Identifying and understanding human rights risks is only the start. Going beyond auditing and compliance, companies must help prevent harm and find remedies for worker grievances. Today's think piece looks at human rights due diligence in our week-long series that spotlights issues being discussed at ETI’s 20th anniversary conference on responsible supply chains (31 October and 1 November).
The collapse of the Rana Plaza manufacturing precinct in Bangladesh in 2013 was appalling. But it led to many progressive and positive outcomes in defining health and safety – and protecting the human rights of workers in the supply chain.
The Bangladesh Accord – the resultant legally binding agreement between brands and trade unions in the wake of the disaster which killed more than 1,000 people – was warmly welcomed by the textile sector. It helped to shine a spotlight on significant supply chain issues, promising independent factory inspections and commitments to sufficiently fund corrective action where necessary.
Yet serious problems remain. “Despite the attention given to Bangladesh’s garment sector, wage levels remain very low,” warns Ben Rutledge, ETI’s Senior Advisor on Business and Human Rights.

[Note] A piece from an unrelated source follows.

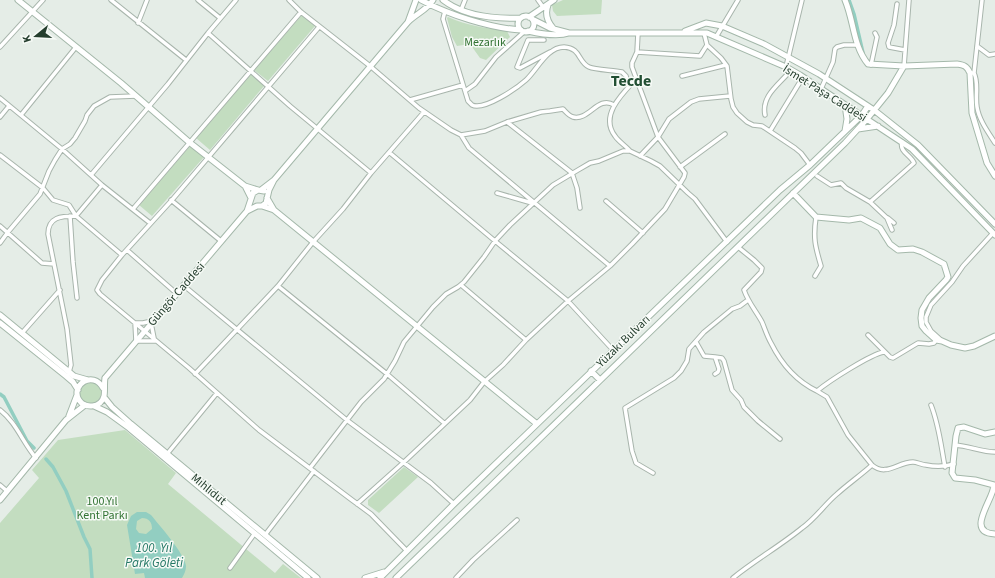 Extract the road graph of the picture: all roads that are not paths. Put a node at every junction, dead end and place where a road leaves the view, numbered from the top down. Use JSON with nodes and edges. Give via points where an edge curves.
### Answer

“What’s more,” Ben Rutledge says, “in 2017, about 42% of workers, or 1.4 billion people worldwide, were estimated to be in vulnerable employment. The ILO predicts that this will increase, particularly in emerging economies such as Bangladesh.”
Prevention and remedy are crucial
Driven by the UN Guiding Principles on Business and Human Rights (UNGPs), there is a now a proliferation of corporate policies designed to make sure human rights are being respected throughout supply chains.
“Unfortunately, working conditions on the ground are stagnating or getting worse,” Ben Rutledge says, pointing to the risk of low-pay in fueling child labour and worker exploitation, for example.
There's a crucial reason for such stagnation.
While the due diligence systems many companies have in place help to identify and understand risks to human rights abuse of workers, few include approaches to prevent issues arising in the first place, mechanisms for workers to raise concerns, or strategies to take remedial action.
That needs to change if businesses are to maintain strong relationships with their suppliers, and build positive reputations among their stakeholders.
The popularity of mobile camera phones across South East Asia, for example, makes it far easier for workers to actively record exploitation in the workplace – evidence that can be sent to the media at the press of a button.
National legislation is evolving
Meanwhile, national legislation, which is underpinned by a robust UN framework for action on human rights, is evolving.
For instance, the French duty of vigilance law goes beyond requirements for disclosure on human rights, mandating that companies establish and implement due diligence measures that will make a difference.
What's increasingly indisputable - as our conference will show - is that giving workers an effective way to voice their concerns or report issues creates stronger, more robust, and sustainable supply chains.
This aids security of supply with reduced risk of disruption due to labour unrest, improves supplier performance and productivity, and helps with hiring and training.
As part of ETI’s 20th anniversary conference on responsible supply chains (31 October and 1 November) being run in conjunction with business risks solution provider Elevate, there will be sessions on:
Human rights due diligence: Delegates will hear from Frederique Desroches of Danone, Yann Wyss of Nestlé and David Pettet of Reckitt Benckiser amongst others who will explore insights on the reality of applying theoretical frameworks to different contexts, how risk assessments work in practice and what effective stakeholder engagement looks like in reality.
Building fire safety beyond Bangladesh: despite fatal factory fires and incidents in several countries, the international community has not yet developed country-wide Building and Fire Safety Initiatives such as the Alliance or Accord outside Bangladesh. Pogress is slow due to a lack of strategic cooperation and collective use of resources. Ansgar Lohmann of KiK and Arno Gasteiger of Elevate will help delegates identify how different stakeholders have developed their own Building and Fire Safety programmes, highlight the challenges they face and explore ways to grow their scope and impact.